Howells went with considerable frequency after that, or rather with regularity, twice a year, or oftener, and his coming was always hailed with great rejoicing. They visited and ate around at one place and another among that pleasant circle of friends. But they were happiest afterward together, Clemens smoking continually, “soothing his tense nerves with a mild hot Scotch,” says Howells, “while we both talked, and talked, and tasked of everything in the heavens and on the earth, and the waters under the earth. After two days of this talk I would come away hollow, realizing myself best in the image of one of those locust-shells which you find sticking to the bark of trees at the end of summer.” Sometimes Clemens told the story of his early life, “the inexhaustible, the fairy, the Arabian Nights story, which I could never tire of even when it began to be told over again.”
XCIV. BEGINNING “TOM SAWYER”
The Clemens household went to Quarry Farm in April, leaving the new house once more in the hands of the architect and builders. It was costing a vast sum of money, and there was a financial stress upon land. Mrs. Clemens, always prudent, became a little uneasy at times, though without warrant in those days, for her business statement showed that her holdings were only a little less than a quarter of a million in her own right, while her husband's books and lectures had been highly remunerative, and would be more so. They were justified in living in ample, even luxurious comfort, and how free from financial worries they could have lived for the rest of their days!
Clemens, realizing his happiness, wrote Dr. Brown:
Indeed I am thankful for the wifey and the child, and if there is one individual creature on all this footstool who is more thoroughly and uniformly and, unceasingly happy than I am I defy the world to produce him and prove him. In my opinion he don't exist. I was a mighty rough, coarse, unpromising subject when Livy took charge of me, four years ago, and I may still be to the rest of the world, but not to her. She has made a very creditable job of me.

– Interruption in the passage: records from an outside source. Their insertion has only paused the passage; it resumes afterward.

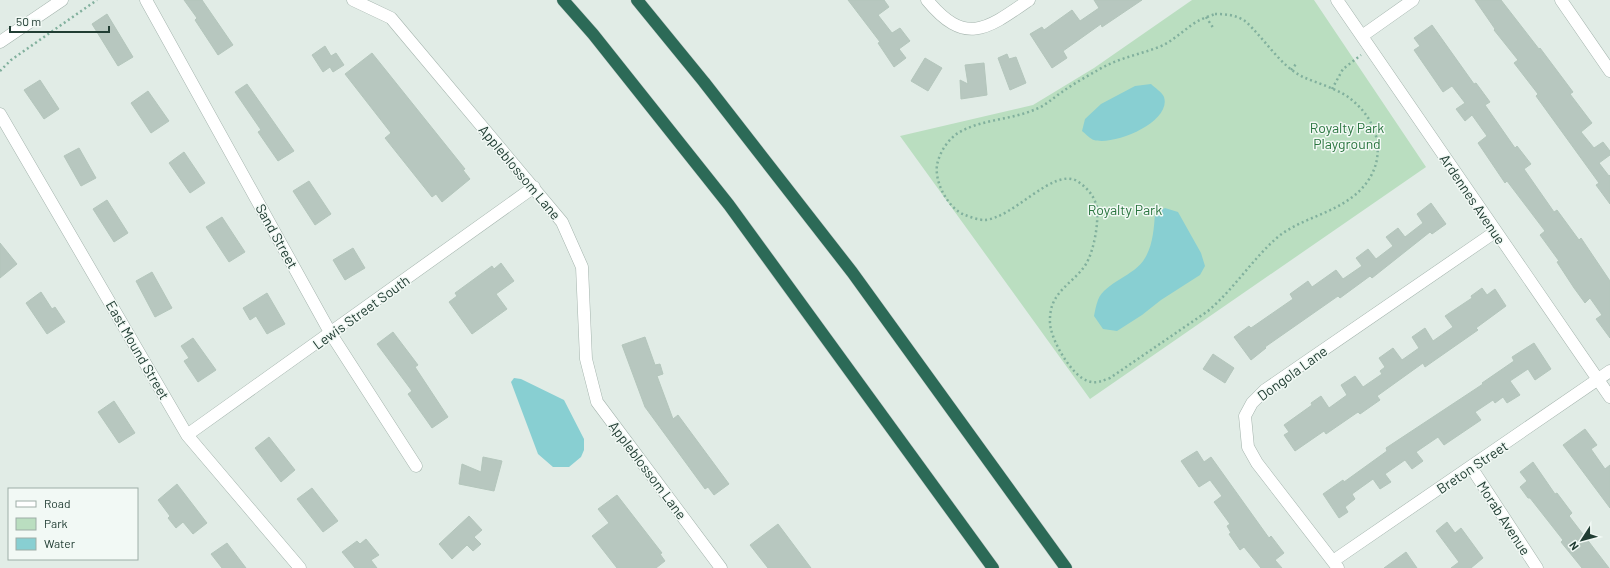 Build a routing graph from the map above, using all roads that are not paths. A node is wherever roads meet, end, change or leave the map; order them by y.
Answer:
1 (62, 0) edge
2 (146, 0) edge
3 (353, 0) edge
4 (563, 0) edge
5 (637, 0) edge
6 (927, 0) edge
7 (1029, 0) edge
8 (1337, 0) edge
9 (1413, 0) edge
10 (1561, 0) edge
11 (1362, 36) junction
12 (0, 42) edge
13 (1610, 72) edge
14 (0, 114) edge
15 (534, 187) junction
16 (1495, 232) junction
17 (331, 334) junction
18 (1610, 372) edge
19 (1598, 380) junction
20 (1610, 397) edge
21 (187, 435) junction
22 (416, 466) dead end
23 (1471, 467) junction
24 (1336, 565) edge
25 (300, 568) edge
26 (721, 568) edge
27 (993, 568) edge
28 (1066, 568) edge
29 (1537, 568) edge

1 - 12 street
2 - 17 street, Sand Street
3 - 15 street, Appleblossom Lane
4 - 27 highway
5 - 28 highway
6 - 7 street
8 - 11 street, Ardennes Avenue
9 - 11 street
10 - 13 street
11 - 16 street, Ardennes Avenue
14 - 21 street, East Mound Street
15 - 17 street, Lewis Street South
15 - 26 street, Appleblossom Lane
16 - 19 street, Ardennes Avenue
16 - 24 street, Dongola Lane
17 - 21 street, Lewis Street South
17 - 22 street, Sand Street
18 - 19 street, Breton Street
19 - 20 street, Ardennes Avenue
19 - 23 street, Breton Street
21 - 25 street, East Mound Street
23 - 24 street, Breton Street
23 - 29 street, Morab Avenue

Truly fortune not only smiled, but laughed. Every mail brought great bundles of letters that sang his praises. Robert Watt, who had translated his books into Danish, wrote of their wide popularity among his people. Madame Blanc (Th. Bentzon), who as early as 1872 had translated The Jumping Frog into French, and published it, with extended comment on the author and his work, in the 'Revue des deux mondes', was said to be preparing a review of 'The Gilded Age'. All the world seemed ready to do him honor.
Of course, one must always pay the price, usually a vexatious one. Bores stopped him on the street to repeat ancient and witless stories. Invented anecdotes, some of them exasperating ones, went the rounds of the press. Impostors in distant localities personated him, or claimed to be near relatives, and obtained favors, sometimes money, in his name. Trivial letters, seeking benefactions of every kind, took the savor from his daily mail. Letters from literary aspirants were so numerous that he prepared a “form” letter of reply:
DEAR SIR OR MADAM,—Experience has not taught me very much, still it has taught me that it is not wise to criticize a piece of literature, except to an enemy of the person who wrote it; then if you praise it that enemy admires—you for your honest manliness, and if you dispraise it he admires you for your sound judgment.
Yours truly, S. L. C.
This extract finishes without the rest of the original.